### Requirement:
Line by line, transcribe the records exactly.
Start of Records provided
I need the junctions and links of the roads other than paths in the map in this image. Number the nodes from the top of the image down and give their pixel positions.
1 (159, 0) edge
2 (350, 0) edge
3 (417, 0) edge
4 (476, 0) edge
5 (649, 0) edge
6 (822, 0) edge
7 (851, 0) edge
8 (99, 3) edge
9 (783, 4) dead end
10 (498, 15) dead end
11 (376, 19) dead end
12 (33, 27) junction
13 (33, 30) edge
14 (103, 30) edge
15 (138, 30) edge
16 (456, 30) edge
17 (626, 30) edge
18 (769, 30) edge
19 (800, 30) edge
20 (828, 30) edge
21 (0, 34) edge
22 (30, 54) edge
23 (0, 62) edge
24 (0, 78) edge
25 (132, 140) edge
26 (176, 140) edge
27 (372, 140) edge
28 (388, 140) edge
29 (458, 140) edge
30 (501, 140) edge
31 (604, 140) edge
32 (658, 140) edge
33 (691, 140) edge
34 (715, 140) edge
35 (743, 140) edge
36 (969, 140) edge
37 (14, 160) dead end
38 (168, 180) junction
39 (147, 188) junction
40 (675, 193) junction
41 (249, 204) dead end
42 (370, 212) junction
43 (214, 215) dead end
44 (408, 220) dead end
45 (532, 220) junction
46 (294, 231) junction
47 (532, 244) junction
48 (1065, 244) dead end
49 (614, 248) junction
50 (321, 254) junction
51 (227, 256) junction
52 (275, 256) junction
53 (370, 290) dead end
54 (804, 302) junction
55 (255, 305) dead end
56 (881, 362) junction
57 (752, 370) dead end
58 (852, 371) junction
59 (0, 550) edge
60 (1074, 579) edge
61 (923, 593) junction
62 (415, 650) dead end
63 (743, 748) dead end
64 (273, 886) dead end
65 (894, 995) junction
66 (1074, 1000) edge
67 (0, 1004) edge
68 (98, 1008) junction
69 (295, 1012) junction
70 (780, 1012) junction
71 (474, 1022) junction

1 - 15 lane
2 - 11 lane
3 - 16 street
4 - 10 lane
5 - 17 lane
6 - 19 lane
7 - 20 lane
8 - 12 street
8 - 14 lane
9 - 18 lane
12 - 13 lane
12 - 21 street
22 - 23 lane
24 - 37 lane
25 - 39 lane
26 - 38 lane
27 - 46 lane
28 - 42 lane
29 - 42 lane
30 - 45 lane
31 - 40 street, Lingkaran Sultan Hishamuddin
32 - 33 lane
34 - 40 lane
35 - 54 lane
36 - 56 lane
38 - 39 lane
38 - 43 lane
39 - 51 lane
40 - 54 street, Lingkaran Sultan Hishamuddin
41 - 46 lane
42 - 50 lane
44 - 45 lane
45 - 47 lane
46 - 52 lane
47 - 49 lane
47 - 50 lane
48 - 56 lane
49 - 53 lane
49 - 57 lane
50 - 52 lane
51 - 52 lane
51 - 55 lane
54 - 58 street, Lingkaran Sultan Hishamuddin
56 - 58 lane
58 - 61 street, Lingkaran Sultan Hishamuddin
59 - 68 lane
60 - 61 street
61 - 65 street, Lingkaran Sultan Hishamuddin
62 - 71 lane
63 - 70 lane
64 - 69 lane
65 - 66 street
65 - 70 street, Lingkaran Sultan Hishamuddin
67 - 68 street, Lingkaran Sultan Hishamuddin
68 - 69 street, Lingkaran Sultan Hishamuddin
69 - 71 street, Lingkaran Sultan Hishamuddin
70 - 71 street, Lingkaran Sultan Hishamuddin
End of Records provided
### Output:
I need the junctions and links of the roads other than paths in the map in this image. Number the nodes from the top of the image down and give their pixel positions.
1 (159, 0) edge
2 (350, 0) edge
3 (417, 0) edge
4 (476, 0) edge
5 (649, 0) edge
6 (822, 0) edge
7 (851, 0) edge
8 (99, 3) edge
9 (783, 4) dead end
10 (498, 15) dead end
11 (376, 19) dead end
12 (33, 27) junction
13 (33, 30) edge
14 (103, 30) edge
15 (138, 30) edge
16 (456, 30) edge
17 (626, 30) edge
18 (769, 30) edge
19 (800, 30) edge
20 (828, 30) edge
21 (0, 34) edge
22 (30, 54) edge
23 (0, 62) edge
24 (0, 78) edge
25 (132, 140) edge
26 (176, 140) edge
27 (372, 140) edge
28 (388, 140) edge
29 (458, 140) edge
30 (501, 140) edge
31 (604, 140) edge
32 (658, 140) edge
33 (691, 140) edge
34 (715, 140) edge
35 (743, 140) edge
36 (969, 140) edge
37 (14, 160) dead end
38 (168, 180) junction
39 (147, 188) junction
40 (675, 193) junction
41 (249, 204) dead end
42 (370, 212) junction
43 (214, 215) dead end
44 (408, 220) dead end
45 (532, 220) junction
46 (294, 231) junction
47 (532, 244) junction
48 (1065, 244) dead end
49 (614, 248) junction
50 (321, 254) junction
51 (227, 256) junction
52 (275, 256) junction
53 (370, 290) dead end
54 (804, 302) junction
55 (255, 305) dead end
56 (881, 362) junction
57 (752, 370) dead end
58 (852, 371) junction
59 (0, 550) edge
60 (1074, 579) edge
61 (923, 593) junction
62 (415, 650) dead end
63 (743, 748) dead end
64 (273, 886) dead end
65 (894, 995) junction
66 (1074, 1000) edge
67 (0, 1004) edge
68 (98, 1008) junction
69 (295, 1012) junction
70 (780, 1012) junction
71 (474, 1022) junction

1 - 15 lane
2 - 11 lane
3 - 16 street
4 - 10 lane
5 - 17 lane
6 - 19 lane
7 - 20 lane
8 - 12 street
8 - 14 lane
9 - 18 lane
12 - 13 lane
12 - 21 street
22 - 23 lane
24 - 37 lane
25 - 39 lane
26 - 38 lane
27 - 46 lane
28 - 42 lane
29 - 42 lane
30 - 45 lane
31 - 40 street, Lingkaran Sultan Hishamuddin
32 - 33 lane
34 - 40 lane
35 - 54 lane
36 - 56 lane
38 - 39 lane
38 - 43 lane
39 - 51 lane
40 - 54 street, Lingkaran Sultan Hishamuddin
41 - 46 lane
42 - 50 lane
44 - 45 lane
45 - 47 lane
46 - 52 lane
47 - 49 lane
47 - 50 lane
48 - 56 lane
49 - 53 lane
49 - 57 lane
50 - 52 lane
51 - 52 lane
51 - 55 lane
54 - 58 street, Lingkaran Sultan Hishamuddin
56 - 58 lane
58 - 61 street, Lingkaran Sultan Hishamuddin
59 - 68 lane
60 - 61 street
61 - 65 street, Lingkaran Sultan Hishamuddin
62 - 71 lane
63 - 70 lane
64 - 69 lane
65 - 66 street
65 - 70 street, Lingkaran Sultan Hishamuddin
67 - 68 street, Lingkaran Sultan Hishamuddin
68 - 69 street, Lingkaran Sultan Hishamuddin
69 - 71 street, Lingkaran Sultan Hishamuddin
70 - 71 street, Lingkaran Sultan Hishamuddin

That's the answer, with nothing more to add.